Stored items

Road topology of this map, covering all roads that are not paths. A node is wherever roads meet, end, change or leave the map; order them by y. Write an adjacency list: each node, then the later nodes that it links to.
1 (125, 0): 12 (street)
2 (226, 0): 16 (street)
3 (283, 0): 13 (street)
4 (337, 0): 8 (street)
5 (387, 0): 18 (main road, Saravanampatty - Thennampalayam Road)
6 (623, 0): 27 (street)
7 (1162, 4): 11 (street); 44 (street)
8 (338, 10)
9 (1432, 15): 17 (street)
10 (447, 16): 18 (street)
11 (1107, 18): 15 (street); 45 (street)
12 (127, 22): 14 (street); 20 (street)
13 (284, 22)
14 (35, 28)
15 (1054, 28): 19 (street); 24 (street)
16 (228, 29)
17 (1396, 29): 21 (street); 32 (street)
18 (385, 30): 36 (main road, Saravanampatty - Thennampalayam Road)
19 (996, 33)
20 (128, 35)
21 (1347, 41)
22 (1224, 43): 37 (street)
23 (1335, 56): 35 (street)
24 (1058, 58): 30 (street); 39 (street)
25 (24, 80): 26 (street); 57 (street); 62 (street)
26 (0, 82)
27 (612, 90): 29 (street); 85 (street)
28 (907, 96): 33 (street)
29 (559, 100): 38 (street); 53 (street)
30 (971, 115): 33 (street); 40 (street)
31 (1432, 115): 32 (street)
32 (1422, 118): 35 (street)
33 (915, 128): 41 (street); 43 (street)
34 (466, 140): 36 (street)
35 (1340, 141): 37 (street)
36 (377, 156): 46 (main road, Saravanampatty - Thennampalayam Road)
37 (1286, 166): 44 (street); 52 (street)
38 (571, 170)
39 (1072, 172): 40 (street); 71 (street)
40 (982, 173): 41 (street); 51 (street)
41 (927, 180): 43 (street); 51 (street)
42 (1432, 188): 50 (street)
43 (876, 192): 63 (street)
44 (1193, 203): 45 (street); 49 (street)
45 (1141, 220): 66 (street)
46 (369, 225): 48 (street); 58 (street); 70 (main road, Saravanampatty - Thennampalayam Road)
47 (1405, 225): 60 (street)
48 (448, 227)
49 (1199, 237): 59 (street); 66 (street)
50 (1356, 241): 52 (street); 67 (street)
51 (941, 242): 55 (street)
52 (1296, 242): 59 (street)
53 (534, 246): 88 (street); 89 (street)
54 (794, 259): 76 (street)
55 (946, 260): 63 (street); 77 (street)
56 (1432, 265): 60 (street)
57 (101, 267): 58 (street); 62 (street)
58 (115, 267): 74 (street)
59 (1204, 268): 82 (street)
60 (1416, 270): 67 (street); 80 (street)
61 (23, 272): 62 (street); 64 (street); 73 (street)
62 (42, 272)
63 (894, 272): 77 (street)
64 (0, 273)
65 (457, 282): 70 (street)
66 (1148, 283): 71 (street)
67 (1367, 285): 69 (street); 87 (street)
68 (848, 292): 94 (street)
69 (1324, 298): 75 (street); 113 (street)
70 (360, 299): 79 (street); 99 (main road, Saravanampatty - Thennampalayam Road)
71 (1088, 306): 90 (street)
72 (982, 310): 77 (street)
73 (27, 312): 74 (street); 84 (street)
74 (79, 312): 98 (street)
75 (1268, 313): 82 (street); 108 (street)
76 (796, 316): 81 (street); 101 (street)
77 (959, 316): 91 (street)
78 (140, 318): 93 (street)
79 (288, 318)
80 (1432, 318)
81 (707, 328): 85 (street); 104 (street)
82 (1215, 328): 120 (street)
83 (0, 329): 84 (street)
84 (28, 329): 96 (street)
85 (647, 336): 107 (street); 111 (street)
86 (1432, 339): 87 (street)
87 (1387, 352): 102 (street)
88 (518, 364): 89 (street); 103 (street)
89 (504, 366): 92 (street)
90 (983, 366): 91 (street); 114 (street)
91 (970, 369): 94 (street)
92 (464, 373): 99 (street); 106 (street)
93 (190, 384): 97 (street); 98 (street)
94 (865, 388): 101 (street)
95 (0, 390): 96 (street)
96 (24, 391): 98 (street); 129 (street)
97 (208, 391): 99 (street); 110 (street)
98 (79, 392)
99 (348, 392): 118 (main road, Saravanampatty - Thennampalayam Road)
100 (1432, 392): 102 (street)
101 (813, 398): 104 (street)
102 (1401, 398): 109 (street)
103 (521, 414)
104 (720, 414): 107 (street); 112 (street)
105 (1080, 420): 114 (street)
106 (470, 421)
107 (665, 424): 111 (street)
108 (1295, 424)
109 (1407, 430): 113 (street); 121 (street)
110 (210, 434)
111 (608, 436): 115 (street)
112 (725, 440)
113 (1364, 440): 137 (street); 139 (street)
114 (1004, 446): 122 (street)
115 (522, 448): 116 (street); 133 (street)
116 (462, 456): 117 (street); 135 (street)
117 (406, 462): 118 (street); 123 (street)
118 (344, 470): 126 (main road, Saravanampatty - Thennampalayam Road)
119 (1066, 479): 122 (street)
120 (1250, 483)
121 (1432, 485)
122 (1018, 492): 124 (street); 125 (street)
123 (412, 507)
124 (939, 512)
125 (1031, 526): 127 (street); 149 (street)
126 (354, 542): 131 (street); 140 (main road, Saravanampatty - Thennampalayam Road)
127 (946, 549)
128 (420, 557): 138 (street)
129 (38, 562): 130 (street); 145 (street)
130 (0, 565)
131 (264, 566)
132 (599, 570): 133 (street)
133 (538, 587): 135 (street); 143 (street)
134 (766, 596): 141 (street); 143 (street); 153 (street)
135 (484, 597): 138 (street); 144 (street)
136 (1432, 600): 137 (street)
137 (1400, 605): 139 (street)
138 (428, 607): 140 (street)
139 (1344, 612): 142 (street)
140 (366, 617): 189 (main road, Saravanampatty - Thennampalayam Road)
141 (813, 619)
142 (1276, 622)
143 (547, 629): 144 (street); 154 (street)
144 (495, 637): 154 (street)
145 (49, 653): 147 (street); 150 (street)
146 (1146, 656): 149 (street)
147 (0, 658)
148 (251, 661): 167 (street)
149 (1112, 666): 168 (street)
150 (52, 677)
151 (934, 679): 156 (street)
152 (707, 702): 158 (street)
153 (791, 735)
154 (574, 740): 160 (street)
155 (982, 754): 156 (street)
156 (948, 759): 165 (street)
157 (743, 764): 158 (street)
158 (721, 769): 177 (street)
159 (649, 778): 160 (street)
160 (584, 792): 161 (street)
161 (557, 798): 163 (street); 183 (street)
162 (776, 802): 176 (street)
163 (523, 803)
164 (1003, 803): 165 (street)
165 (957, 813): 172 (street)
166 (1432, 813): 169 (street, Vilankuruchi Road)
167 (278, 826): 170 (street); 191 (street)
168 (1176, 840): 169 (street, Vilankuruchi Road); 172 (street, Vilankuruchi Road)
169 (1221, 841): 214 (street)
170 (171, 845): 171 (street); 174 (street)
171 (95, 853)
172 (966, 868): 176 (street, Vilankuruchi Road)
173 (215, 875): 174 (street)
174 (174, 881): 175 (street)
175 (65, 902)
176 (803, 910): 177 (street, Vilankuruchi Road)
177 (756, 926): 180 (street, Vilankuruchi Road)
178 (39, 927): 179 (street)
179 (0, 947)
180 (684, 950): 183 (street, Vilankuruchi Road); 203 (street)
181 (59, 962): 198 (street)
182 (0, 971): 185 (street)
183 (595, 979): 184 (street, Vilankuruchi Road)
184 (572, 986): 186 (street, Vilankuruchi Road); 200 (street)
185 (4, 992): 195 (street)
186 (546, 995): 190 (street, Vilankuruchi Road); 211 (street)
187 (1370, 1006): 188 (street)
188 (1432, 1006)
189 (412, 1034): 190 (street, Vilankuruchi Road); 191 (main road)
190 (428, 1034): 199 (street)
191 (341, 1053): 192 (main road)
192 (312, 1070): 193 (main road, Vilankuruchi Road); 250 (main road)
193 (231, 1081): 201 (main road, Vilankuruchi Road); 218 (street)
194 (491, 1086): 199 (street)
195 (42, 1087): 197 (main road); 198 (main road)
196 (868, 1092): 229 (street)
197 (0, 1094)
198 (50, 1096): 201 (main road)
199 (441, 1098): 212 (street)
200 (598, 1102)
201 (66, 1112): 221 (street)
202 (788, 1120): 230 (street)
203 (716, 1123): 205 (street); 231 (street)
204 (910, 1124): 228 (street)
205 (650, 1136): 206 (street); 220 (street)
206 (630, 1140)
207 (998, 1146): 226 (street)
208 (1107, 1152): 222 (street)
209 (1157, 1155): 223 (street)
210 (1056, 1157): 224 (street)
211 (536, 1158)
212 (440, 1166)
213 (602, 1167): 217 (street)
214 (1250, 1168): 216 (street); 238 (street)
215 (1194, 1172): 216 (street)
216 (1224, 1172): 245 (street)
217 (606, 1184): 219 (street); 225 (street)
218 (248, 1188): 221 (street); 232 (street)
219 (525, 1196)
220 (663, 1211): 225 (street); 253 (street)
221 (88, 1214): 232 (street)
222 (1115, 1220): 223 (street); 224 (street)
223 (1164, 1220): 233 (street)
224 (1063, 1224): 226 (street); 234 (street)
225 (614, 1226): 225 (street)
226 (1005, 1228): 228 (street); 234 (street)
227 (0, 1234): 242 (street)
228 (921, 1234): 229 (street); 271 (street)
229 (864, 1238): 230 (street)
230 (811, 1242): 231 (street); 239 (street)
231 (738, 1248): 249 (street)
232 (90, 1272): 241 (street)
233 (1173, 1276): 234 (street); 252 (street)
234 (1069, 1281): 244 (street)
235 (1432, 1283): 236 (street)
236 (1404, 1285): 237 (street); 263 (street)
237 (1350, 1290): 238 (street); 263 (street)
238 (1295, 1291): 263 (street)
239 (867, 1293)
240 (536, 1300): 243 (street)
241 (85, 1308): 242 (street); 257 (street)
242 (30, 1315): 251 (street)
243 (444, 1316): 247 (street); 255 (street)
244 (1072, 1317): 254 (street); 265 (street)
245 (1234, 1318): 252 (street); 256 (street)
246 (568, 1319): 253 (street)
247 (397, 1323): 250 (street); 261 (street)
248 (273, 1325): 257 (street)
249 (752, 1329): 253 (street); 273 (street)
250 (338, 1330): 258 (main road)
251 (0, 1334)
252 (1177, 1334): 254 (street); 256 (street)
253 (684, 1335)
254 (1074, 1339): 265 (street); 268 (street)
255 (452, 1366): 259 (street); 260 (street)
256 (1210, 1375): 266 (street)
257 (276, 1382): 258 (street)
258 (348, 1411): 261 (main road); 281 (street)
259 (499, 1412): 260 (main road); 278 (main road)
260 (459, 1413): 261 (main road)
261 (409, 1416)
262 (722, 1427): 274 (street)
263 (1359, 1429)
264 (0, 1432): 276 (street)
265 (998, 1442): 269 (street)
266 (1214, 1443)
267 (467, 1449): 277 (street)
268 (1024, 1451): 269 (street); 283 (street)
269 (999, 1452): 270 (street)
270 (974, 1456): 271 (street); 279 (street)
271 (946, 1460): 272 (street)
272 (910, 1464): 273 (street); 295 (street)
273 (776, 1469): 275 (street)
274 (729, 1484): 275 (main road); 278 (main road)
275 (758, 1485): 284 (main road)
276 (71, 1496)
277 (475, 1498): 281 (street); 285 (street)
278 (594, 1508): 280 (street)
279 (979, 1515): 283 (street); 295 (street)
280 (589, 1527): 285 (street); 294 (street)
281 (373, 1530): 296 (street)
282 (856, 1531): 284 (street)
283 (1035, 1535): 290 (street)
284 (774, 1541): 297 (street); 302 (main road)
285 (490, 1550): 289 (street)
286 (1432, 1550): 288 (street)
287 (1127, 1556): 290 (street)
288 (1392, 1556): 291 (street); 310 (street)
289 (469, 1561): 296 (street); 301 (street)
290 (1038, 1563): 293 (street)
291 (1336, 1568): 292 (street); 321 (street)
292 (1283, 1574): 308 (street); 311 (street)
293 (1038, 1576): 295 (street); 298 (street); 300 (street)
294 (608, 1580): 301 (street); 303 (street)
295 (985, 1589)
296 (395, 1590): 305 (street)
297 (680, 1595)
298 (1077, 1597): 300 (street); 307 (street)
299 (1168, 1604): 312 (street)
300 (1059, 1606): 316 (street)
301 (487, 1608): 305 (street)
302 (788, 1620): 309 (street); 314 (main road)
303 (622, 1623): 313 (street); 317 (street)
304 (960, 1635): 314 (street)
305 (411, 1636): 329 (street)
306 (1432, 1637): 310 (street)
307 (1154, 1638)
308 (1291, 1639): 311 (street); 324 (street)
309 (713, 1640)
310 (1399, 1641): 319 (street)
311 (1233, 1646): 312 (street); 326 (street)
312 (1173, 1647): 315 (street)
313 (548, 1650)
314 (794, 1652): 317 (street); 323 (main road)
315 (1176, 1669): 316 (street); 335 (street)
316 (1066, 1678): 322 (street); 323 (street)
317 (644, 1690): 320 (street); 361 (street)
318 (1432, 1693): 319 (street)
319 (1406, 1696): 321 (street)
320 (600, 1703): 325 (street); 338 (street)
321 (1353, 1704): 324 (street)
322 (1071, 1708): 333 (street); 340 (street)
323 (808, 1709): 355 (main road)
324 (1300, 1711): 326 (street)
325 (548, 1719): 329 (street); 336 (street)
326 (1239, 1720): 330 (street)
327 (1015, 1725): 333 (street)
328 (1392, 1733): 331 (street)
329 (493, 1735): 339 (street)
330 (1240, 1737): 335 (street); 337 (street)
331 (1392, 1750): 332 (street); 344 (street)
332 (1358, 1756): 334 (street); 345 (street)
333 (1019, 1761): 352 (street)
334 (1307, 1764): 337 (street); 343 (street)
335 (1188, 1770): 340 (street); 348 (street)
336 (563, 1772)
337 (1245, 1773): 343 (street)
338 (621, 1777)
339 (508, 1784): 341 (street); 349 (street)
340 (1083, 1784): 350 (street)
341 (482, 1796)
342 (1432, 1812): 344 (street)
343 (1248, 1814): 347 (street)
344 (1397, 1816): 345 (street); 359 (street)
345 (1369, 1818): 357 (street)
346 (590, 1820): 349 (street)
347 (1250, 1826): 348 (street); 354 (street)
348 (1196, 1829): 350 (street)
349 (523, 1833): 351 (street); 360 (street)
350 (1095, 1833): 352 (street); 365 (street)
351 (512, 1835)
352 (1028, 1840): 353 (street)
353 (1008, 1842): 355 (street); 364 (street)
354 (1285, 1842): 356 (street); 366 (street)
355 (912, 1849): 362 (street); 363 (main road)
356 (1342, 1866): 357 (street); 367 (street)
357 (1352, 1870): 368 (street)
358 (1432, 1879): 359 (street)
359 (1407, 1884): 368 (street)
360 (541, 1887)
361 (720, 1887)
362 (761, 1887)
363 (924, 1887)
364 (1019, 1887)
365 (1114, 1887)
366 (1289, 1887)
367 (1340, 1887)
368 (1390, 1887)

* **Task details**: Lines from the entries that contain the word "Thennampalayam" are what the answer must hold.

* **Solution to the problem**:
5 (387, 0): 18 (main road, Saravanampatty - Thennampalayam Road)
18 (385, 30): 36 (main road, Saravanampatty - Thennampalayam Road)
36 (377, 156): 46 (main road, Saravanampatty - Thennampalayam Road)
46 (369, 225): 48 (street); 58 (street); 70 (main road, Saravanampatty - Thennampalayam Road)
70 (360, 299): 79 (street); 99 (main road, Saravanampatty - Thennampalayam Road)
99 (348, 392): 118 (main road, Saravanampatty - Thennampalayam Road)
118 (344, 470): 126 (main road, Saravanampatty - Thennampalayam Road)
126 (354, 542): 131 (street); 140 (main road, Saravanampatty - Thennampalayam Road)
140 (366, 617): 189 (main road, Saravanampatty - Thennampalayam Road)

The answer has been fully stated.